+++ INPUT DATA

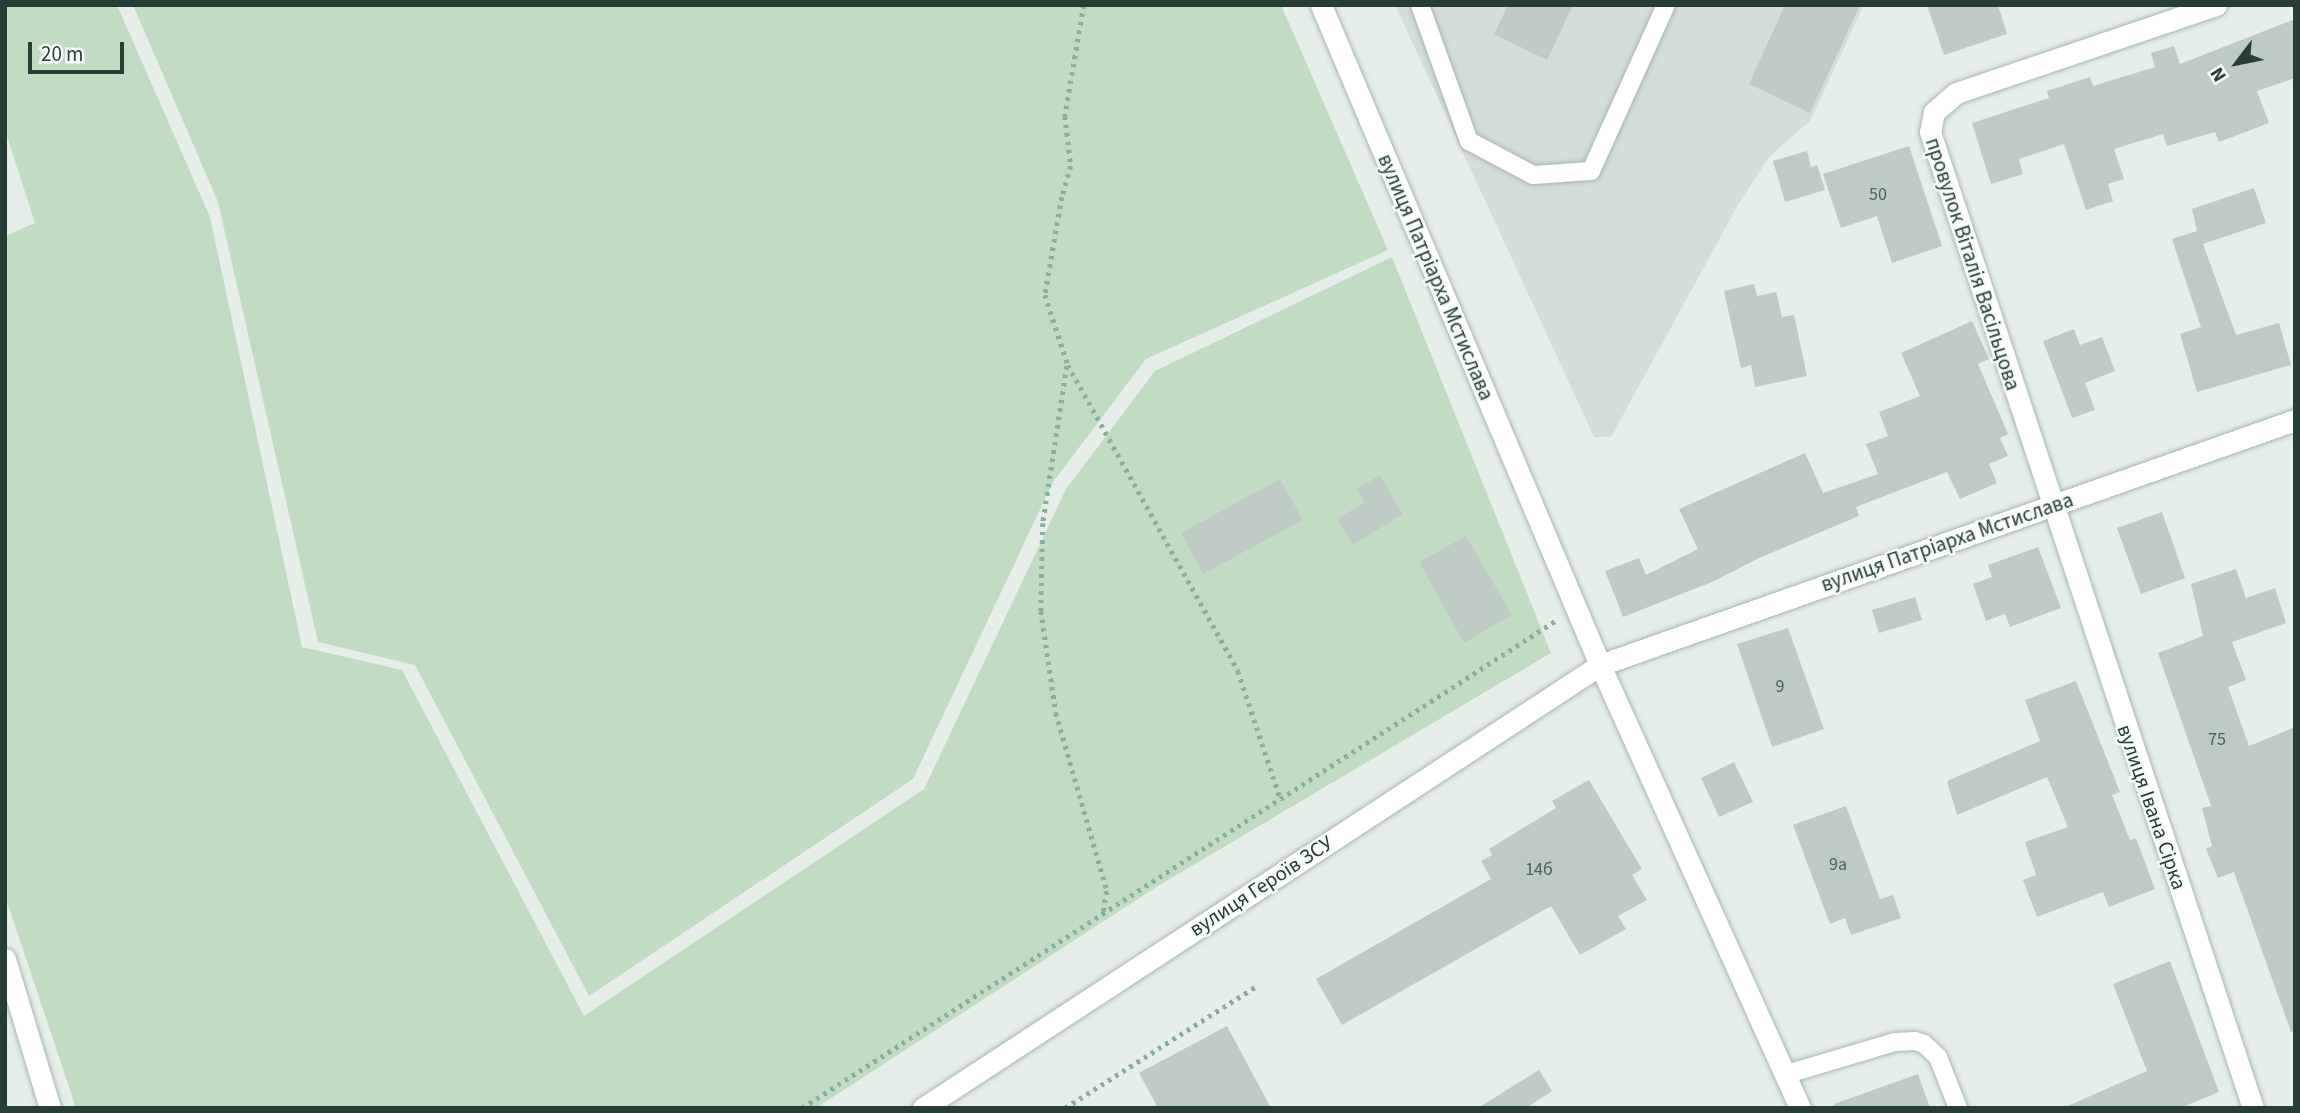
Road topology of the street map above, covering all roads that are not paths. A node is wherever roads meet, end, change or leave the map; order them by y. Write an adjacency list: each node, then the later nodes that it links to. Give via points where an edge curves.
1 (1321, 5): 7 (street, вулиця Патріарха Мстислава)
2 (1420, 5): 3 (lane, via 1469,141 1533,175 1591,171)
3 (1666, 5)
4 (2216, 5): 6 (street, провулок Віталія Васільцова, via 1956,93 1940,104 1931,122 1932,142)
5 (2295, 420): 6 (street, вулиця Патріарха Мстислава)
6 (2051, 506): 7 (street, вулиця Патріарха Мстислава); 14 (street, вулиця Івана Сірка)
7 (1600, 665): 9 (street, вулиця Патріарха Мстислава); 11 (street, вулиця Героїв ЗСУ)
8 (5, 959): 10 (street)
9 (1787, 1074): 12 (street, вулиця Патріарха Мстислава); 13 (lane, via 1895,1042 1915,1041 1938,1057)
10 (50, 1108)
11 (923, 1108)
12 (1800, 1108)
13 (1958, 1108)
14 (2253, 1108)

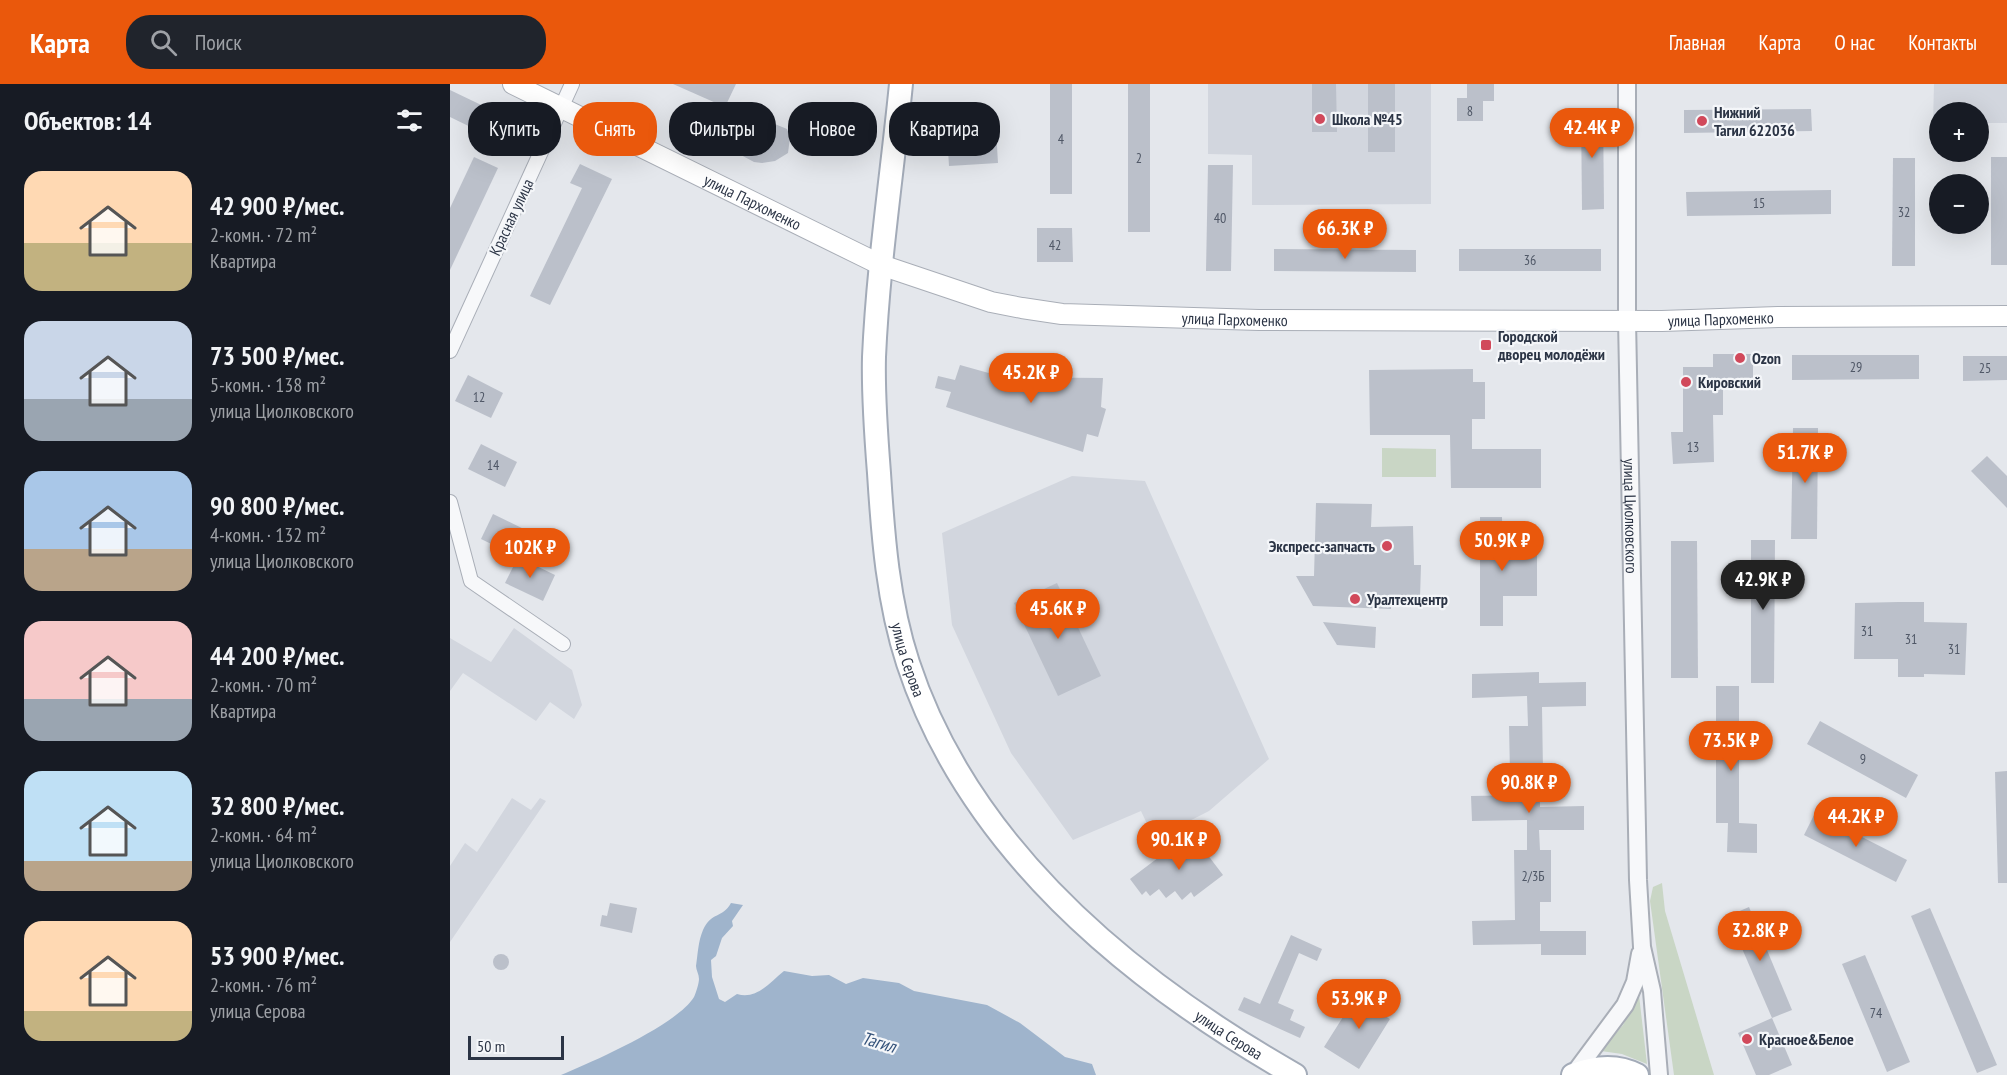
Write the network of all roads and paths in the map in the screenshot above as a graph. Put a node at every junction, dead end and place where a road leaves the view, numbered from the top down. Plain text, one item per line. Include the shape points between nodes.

++++++

**EXERCISE INSTRUCTIONS**. If an entry holds a picture, leave the picture out and repeat the rest exactly.

**RESULT FOR THIS TASK**.
Road topology of the street map above, covering all roads that are not paths. A node is wherever roads meet, end, change or leave the map; order them by y. Write an adjacency list: each node, then the later nodes that it links to. Give via points where an edge curves.
1 (1321, 5): 7 (street, вулиця Патріарха Мстислава)
2 (1420, 5): 3 (lane, via 1469,141 1533,175 1591,171)
3 (1666, 5)
4 (2216, 5): 6 (street, провулок Віталія Васільцова, via 1956,93 1940,104 1931,122 1932,142)
5 (2295, 420): 6 (street, вулиця Патріарха Мстислава)
6 (2051, 506): 7 (street, вулиця Патріарха Мстислава); 14 (street, вулиця Івана Сірка)
7 (1600, 665): 9 (street, вулиця Патріарха Мстислава); 11 (street, вулиця Героїв ЗСУ)
8 (5, 959): 10 (street)
9 (1787, 1074): 12 (street, вулиця Патріарха Мстислава); 13 (lane, via 1895,1042 1915,1041 1938,1057)
10 (50, 1108)
11 (923, 1108)
12 (1800, 1108)
13 (1958, 1108)
14 (2253, 1108)

Write the network of all roads and paths in the map in the screenshot above as a graph. Put a node at every junction, dead end and place where a road leaves the view, numbered from the top down. Plain text, one item per line. Include the shape points between nodes.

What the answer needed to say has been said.